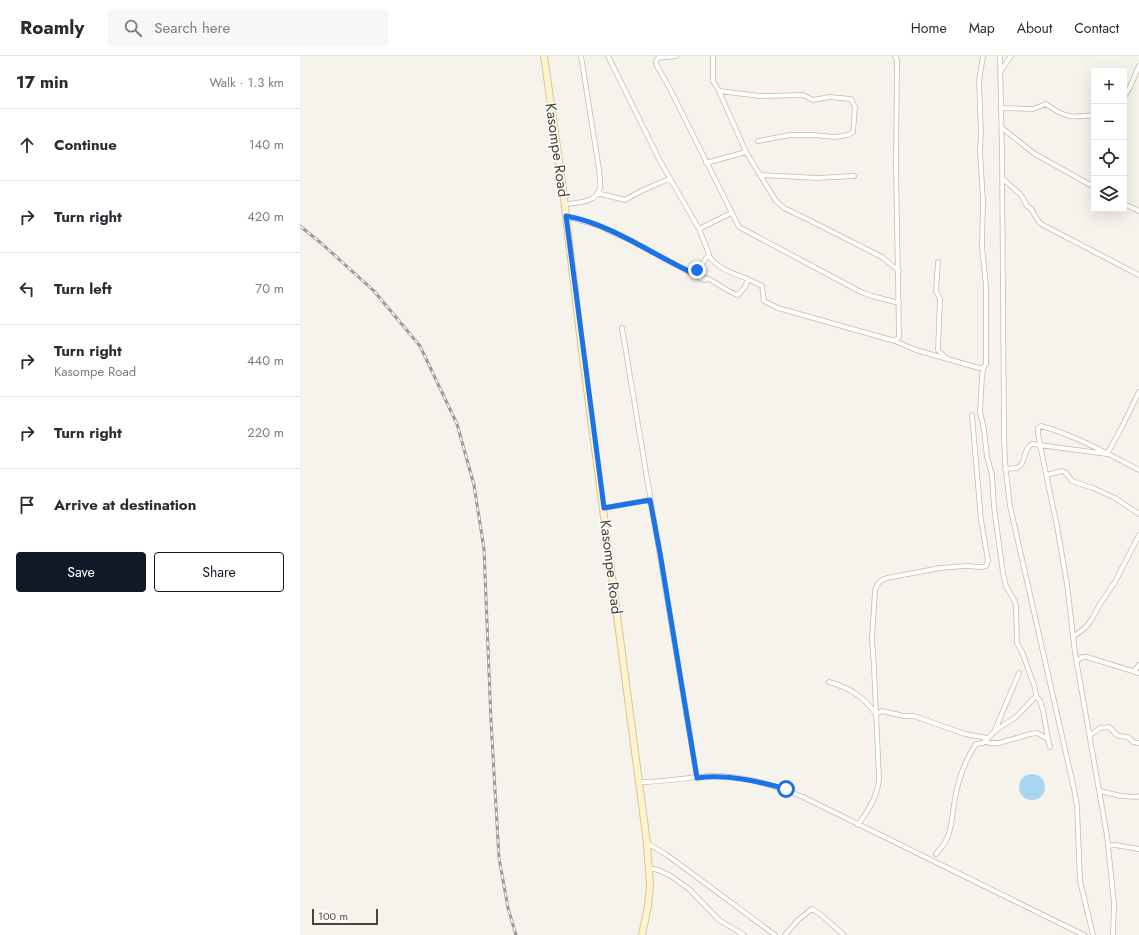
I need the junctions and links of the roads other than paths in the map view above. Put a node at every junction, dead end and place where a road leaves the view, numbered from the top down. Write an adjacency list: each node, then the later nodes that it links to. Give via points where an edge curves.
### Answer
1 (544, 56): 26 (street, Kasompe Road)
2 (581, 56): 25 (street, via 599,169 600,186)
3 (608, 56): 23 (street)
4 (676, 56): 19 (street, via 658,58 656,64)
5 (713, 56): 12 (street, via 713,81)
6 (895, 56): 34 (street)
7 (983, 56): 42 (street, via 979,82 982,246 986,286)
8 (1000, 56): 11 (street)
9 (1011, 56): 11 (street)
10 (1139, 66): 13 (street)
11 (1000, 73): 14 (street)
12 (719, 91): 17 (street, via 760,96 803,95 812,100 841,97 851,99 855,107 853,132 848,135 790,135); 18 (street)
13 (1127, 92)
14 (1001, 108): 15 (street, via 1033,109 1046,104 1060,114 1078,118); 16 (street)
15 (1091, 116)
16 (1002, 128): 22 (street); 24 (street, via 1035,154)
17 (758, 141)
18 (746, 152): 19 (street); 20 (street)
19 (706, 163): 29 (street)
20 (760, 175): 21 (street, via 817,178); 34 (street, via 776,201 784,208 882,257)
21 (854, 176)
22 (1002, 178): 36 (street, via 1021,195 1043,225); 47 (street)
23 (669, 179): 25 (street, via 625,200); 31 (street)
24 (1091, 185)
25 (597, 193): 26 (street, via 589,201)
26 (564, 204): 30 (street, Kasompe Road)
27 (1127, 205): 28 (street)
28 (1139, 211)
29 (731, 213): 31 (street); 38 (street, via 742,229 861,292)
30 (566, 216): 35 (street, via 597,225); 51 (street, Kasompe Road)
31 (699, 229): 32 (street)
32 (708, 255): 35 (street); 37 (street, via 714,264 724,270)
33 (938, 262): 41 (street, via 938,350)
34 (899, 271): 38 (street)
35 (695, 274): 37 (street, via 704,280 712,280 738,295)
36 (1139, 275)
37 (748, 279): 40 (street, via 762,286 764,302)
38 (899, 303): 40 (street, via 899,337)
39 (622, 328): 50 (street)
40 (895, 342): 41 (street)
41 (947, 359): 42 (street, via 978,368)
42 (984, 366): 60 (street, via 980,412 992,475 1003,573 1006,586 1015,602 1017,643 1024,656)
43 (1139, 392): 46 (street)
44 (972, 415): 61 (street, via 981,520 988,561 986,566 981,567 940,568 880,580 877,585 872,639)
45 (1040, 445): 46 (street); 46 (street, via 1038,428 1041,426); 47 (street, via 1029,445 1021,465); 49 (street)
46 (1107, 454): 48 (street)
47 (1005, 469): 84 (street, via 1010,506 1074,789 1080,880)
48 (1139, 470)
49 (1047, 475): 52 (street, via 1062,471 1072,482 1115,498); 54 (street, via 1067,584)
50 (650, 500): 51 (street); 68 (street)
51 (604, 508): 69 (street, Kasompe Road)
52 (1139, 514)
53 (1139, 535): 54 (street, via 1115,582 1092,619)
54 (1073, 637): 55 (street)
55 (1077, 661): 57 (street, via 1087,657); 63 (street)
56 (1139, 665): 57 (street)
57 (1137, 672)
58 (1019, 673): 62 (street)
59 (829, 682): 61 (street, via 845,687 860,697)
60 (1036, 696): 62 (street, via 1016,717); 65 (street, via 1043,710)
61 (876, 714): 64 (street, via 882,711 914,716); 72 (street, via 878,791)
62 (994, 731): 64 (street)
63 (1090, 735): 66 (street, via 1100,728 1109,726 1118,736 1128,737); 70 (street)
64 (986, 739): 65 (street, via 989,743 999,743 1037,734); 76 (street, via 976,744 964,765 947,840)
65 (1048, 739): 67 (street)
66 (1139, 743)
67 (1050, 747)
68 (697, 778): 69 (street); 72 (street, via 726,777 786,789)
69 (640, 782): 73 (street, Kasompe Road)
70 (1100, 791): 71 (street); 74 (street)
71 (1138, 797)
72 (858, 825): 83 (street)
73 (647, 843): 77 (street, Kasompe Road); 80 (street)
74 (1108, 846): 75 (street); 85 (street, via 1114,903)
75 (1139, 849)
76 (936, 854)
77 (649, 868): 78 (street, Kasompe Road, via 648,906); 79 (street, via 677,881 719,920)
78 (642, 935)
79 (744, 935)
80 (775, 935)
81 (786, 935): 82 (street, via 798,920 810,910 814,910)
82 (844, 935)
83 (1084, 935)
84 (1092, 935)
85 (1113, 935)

========

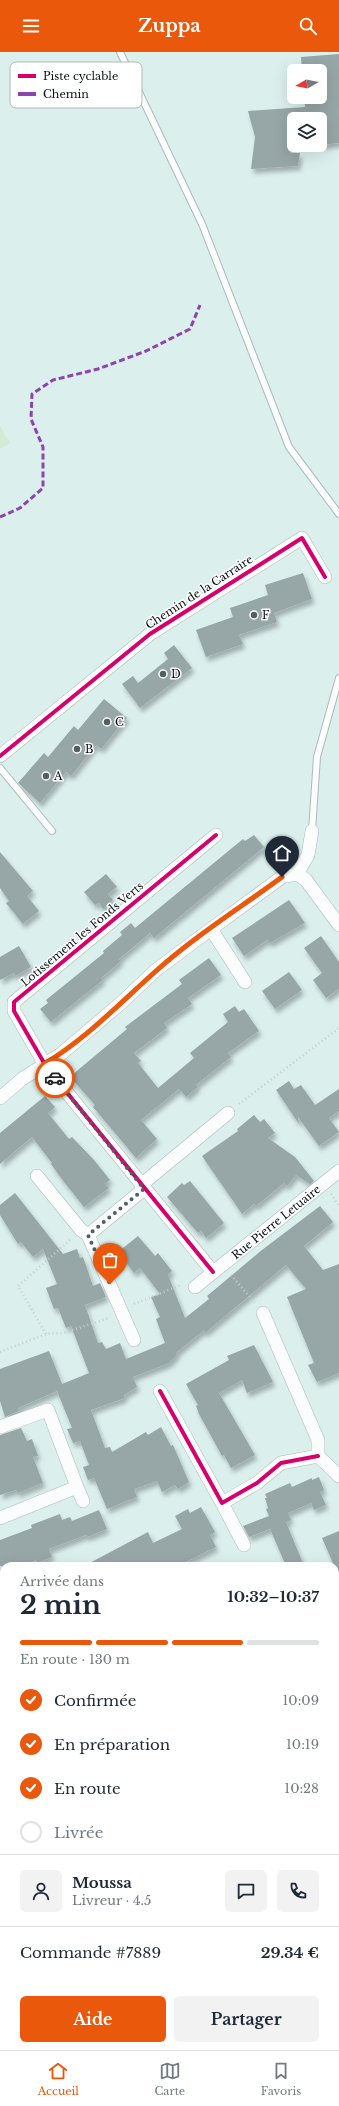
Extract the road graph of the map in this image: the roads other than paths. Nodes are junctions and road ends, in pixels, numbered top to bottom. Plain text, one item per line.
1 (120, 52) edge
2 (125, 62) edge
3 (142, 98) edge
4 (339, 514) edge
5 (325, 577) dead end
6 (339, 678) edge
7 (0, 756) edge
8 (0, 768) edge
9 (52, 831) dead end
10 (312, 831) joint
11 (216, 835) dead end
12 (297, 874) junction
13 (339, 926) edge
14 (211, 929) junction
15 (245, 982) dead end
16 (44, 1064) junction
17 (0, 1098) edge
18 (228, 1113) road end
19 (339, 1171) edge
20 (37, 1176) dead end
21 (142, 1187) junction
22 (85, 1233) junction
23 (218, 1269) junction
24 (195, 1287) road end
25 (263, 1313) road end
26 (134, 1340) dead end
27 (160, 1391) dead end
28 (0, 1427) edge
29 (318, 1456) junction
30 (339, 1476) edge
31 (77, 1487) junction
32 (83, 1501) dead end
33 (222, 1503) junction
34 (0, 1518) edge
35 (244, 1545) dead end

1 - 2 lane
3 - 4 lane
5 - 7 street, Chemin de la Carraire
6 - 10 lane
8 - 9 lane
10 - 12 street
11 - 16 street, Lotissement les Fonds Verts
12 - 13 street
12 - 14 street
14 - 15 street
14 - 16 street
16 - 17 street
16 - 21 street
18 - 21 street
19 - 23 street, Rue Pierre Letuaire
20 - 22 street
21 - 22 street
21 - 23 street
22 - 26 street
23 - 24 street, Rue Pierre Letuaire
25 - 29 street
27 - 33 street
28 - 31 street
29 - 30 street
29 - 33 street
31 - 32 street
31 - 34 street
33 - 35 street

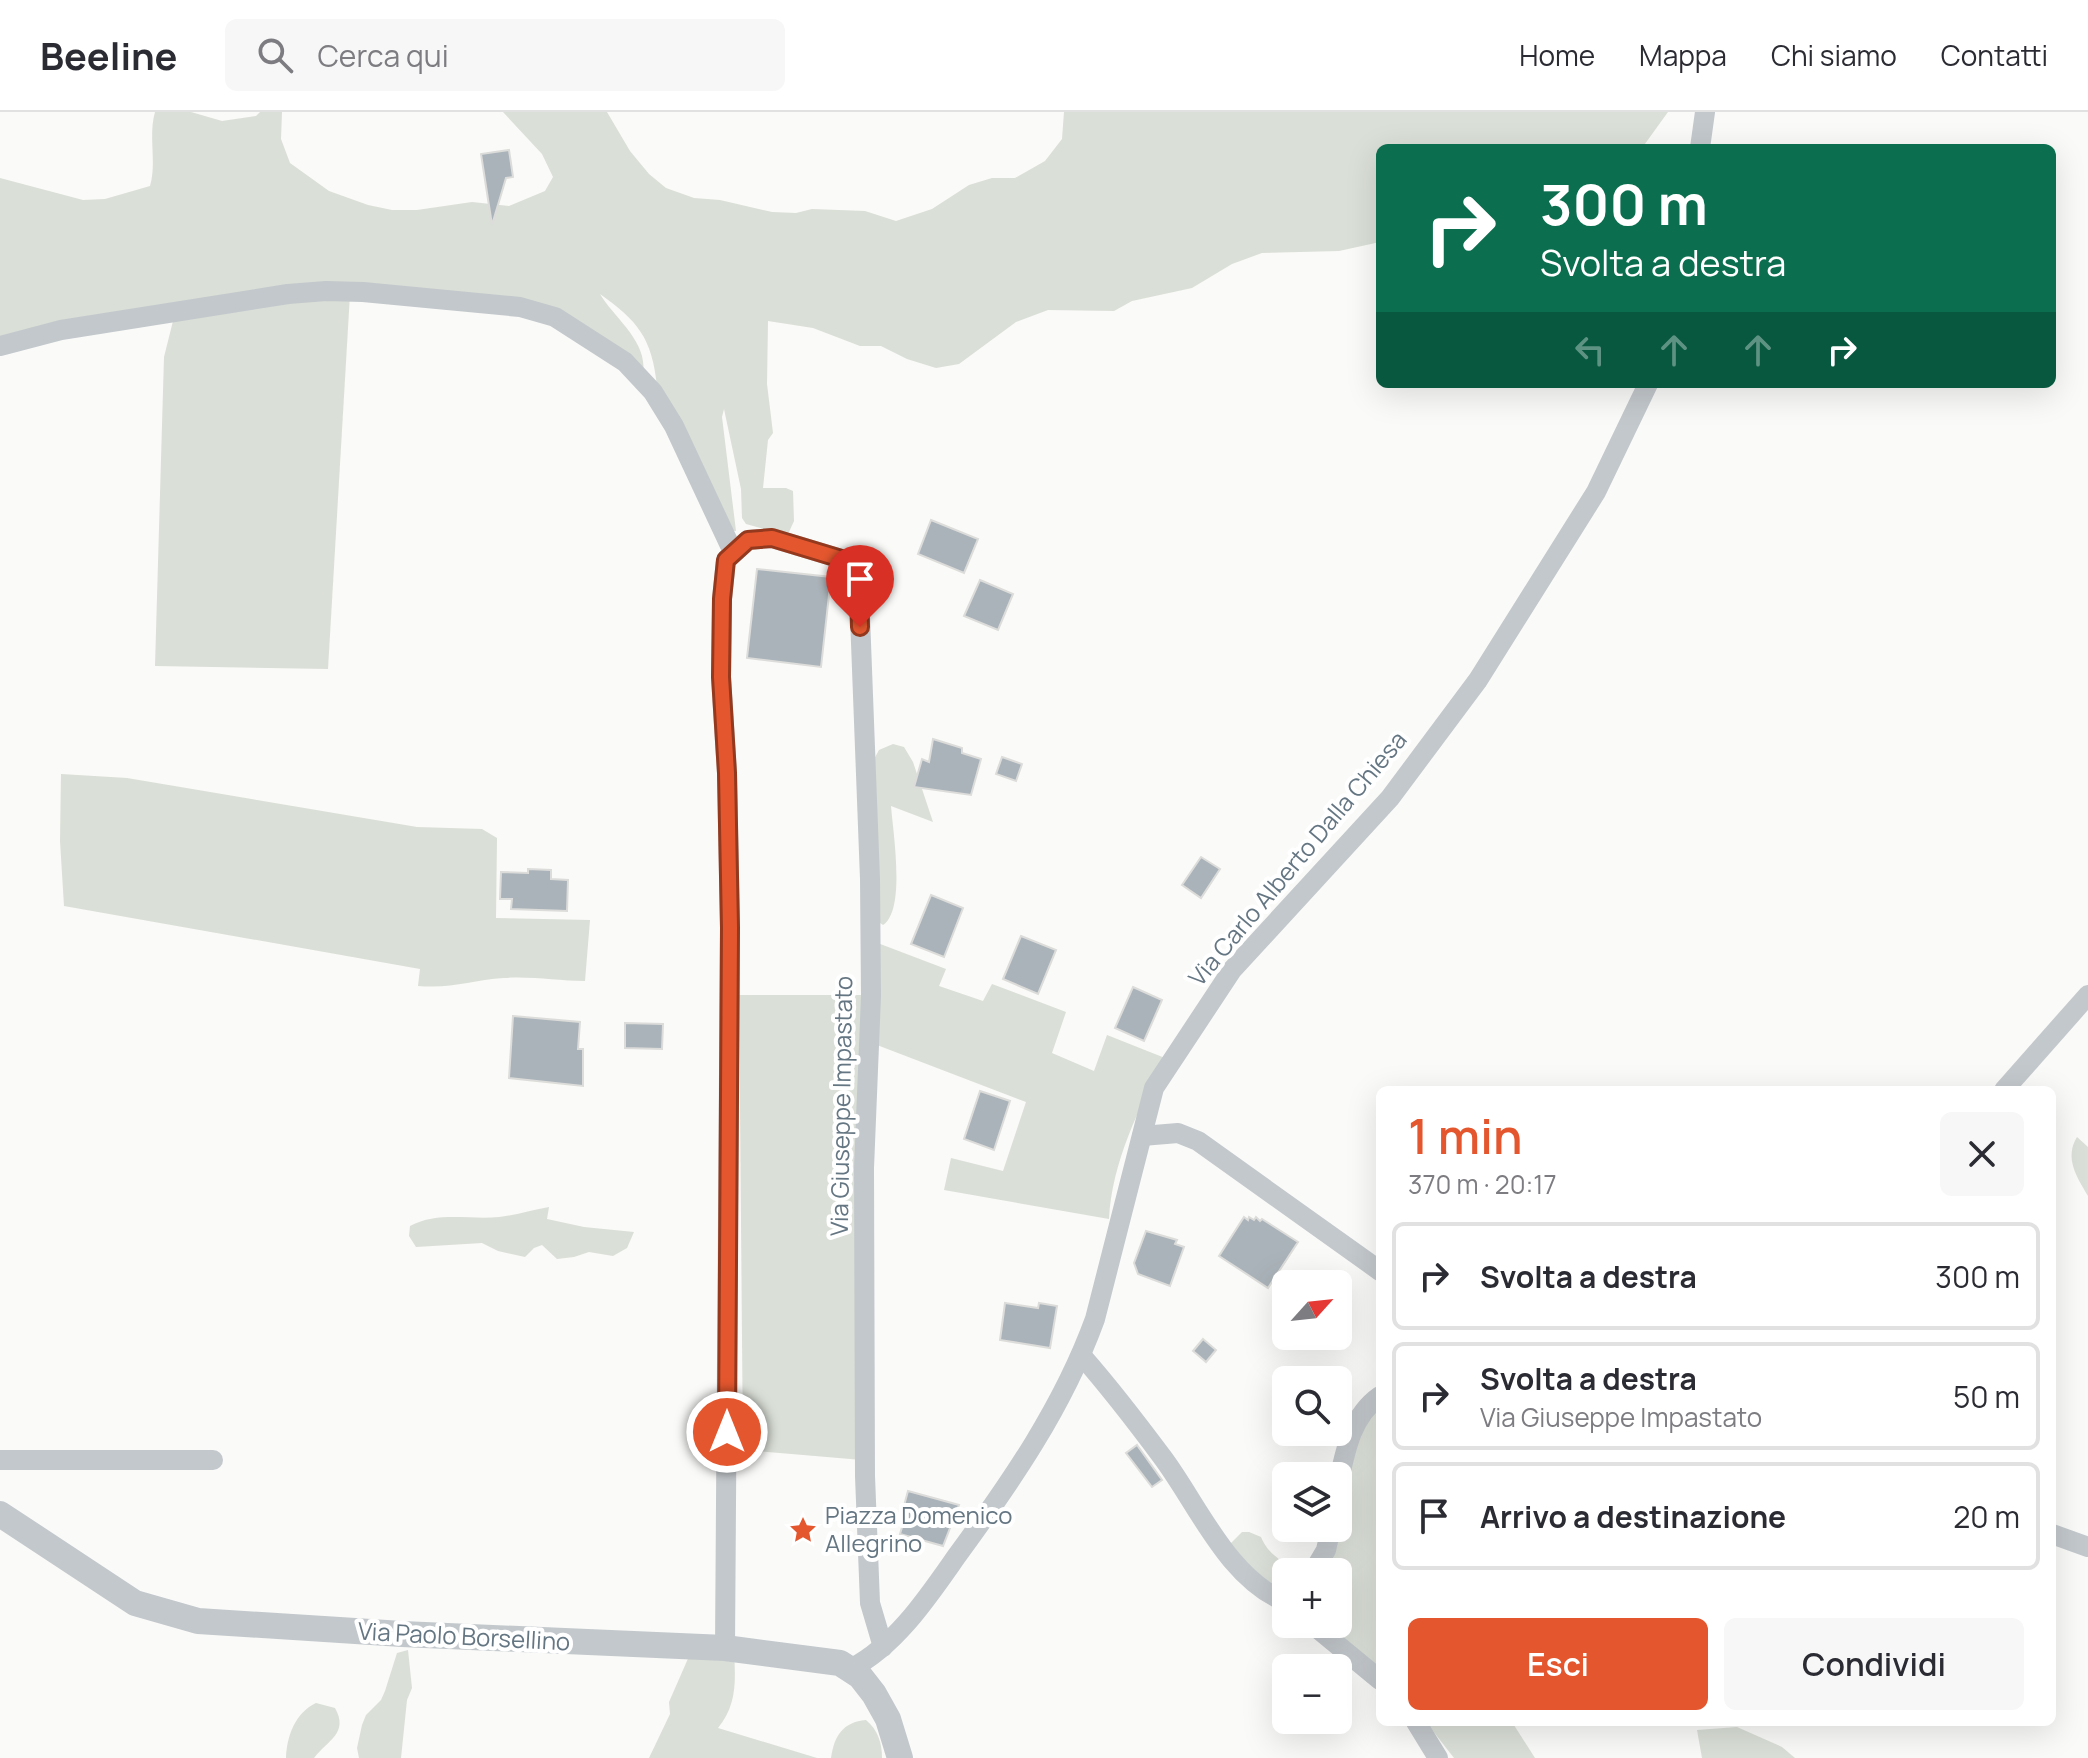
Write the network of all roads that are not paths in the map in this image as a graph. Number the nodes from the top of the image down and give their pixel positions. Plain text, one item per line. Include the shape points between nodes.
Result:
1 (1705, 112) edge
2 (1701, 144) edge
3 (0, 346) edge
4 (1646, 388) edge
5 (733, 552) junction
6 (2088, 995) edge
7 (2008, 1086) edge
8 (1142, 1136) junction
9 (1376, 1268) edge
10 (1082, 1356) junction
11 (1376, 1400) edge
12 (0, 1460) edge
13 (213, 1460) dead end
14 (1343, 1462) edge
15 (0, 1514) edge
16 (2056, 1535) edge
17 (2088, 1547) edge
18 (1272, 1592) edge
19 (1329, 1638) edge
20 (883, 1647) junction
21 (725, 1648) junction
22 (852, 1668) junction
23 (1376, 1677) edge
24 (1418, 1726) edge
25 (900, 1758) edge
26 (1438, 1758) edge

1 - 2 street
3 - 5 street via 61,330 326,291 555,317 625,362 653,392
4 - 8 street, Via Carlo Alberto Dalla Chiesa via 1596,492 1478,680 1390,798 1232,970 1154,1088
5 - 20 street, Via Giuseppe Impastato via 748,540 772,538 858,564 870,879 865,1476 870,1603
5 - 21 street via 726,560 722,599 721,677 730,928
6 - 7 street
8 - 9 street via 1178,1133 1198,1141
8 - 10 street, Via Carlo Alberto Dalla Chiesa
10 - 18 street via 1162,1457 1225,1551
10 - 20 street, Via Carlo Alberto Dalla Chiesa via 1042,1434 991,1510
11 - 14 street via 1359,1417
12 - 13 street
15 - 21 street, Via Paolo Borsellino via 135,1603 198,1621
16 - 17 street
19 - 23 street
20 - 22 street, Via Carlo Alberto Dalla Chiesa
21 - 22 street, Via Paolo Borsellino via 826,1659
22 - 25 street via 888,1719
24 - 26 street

========

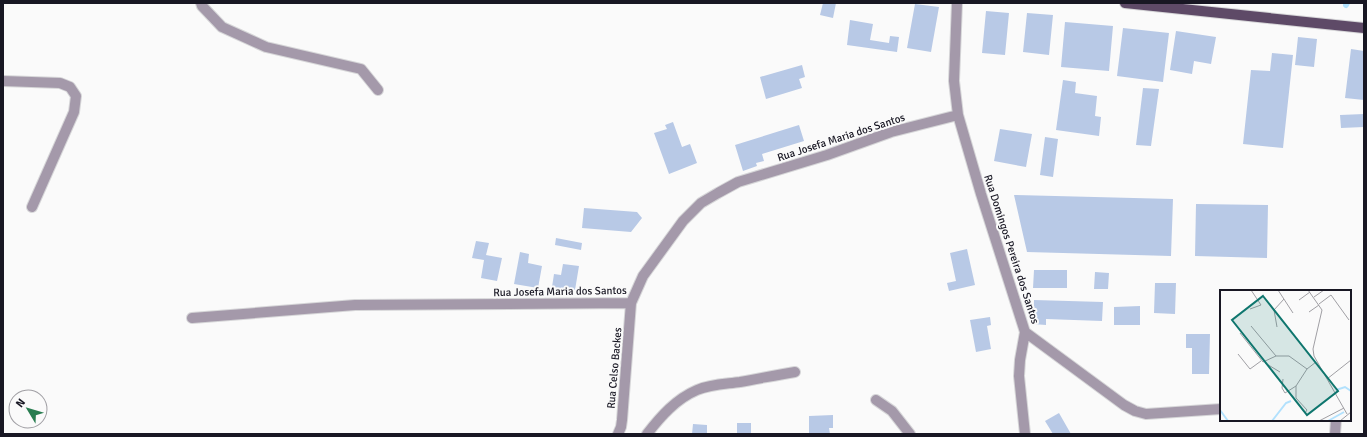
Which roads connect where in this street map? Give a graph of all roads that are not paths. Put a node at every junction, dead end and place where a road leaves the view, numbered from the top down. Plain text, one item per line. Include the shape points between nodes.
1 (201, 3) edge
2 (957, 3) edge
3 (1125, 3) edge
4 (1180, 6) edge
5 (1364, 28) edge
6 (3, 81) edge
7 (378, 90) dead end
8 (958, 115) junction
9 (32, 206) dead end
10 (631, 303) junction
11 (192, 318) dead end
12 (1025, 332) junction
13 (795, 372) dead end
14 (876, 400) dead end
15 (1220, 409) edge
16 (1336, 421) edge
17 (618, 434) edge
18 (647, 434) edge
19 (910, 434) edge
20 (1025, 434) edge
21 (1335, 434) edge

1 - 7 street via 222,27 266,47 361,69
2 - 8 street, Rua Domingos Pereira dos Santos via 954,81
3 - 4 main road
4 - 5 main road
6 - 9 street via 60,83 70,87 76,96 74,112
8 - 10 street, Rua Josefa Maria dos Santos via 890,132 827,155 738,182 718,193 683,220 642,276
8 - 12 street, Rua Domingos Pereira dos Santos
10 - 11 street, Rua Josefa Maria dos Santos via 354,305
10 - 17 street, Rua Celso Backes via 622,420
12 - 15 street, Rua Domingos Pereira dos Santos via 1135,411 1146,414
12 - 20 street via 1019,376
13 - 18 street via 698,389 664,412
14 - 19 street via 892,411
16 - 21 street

========

### Required action
Note down each line above where the word "Write" occurs.

### Output of the task
I need the junctions and links of the roads other than paths in the map view above. Put a node at every junction, dead end and place where a road leaves the view, numbered from the top down. Write an adjacency list: each node, then the later nodes that it links to. Give via points where an edge curves.
Write the network of all roads that are not paths in the map in this image as a graph. Number the nodes from the top of the image down and give their pixel positions. Plain text, one item per line. Include the shape points between nodes.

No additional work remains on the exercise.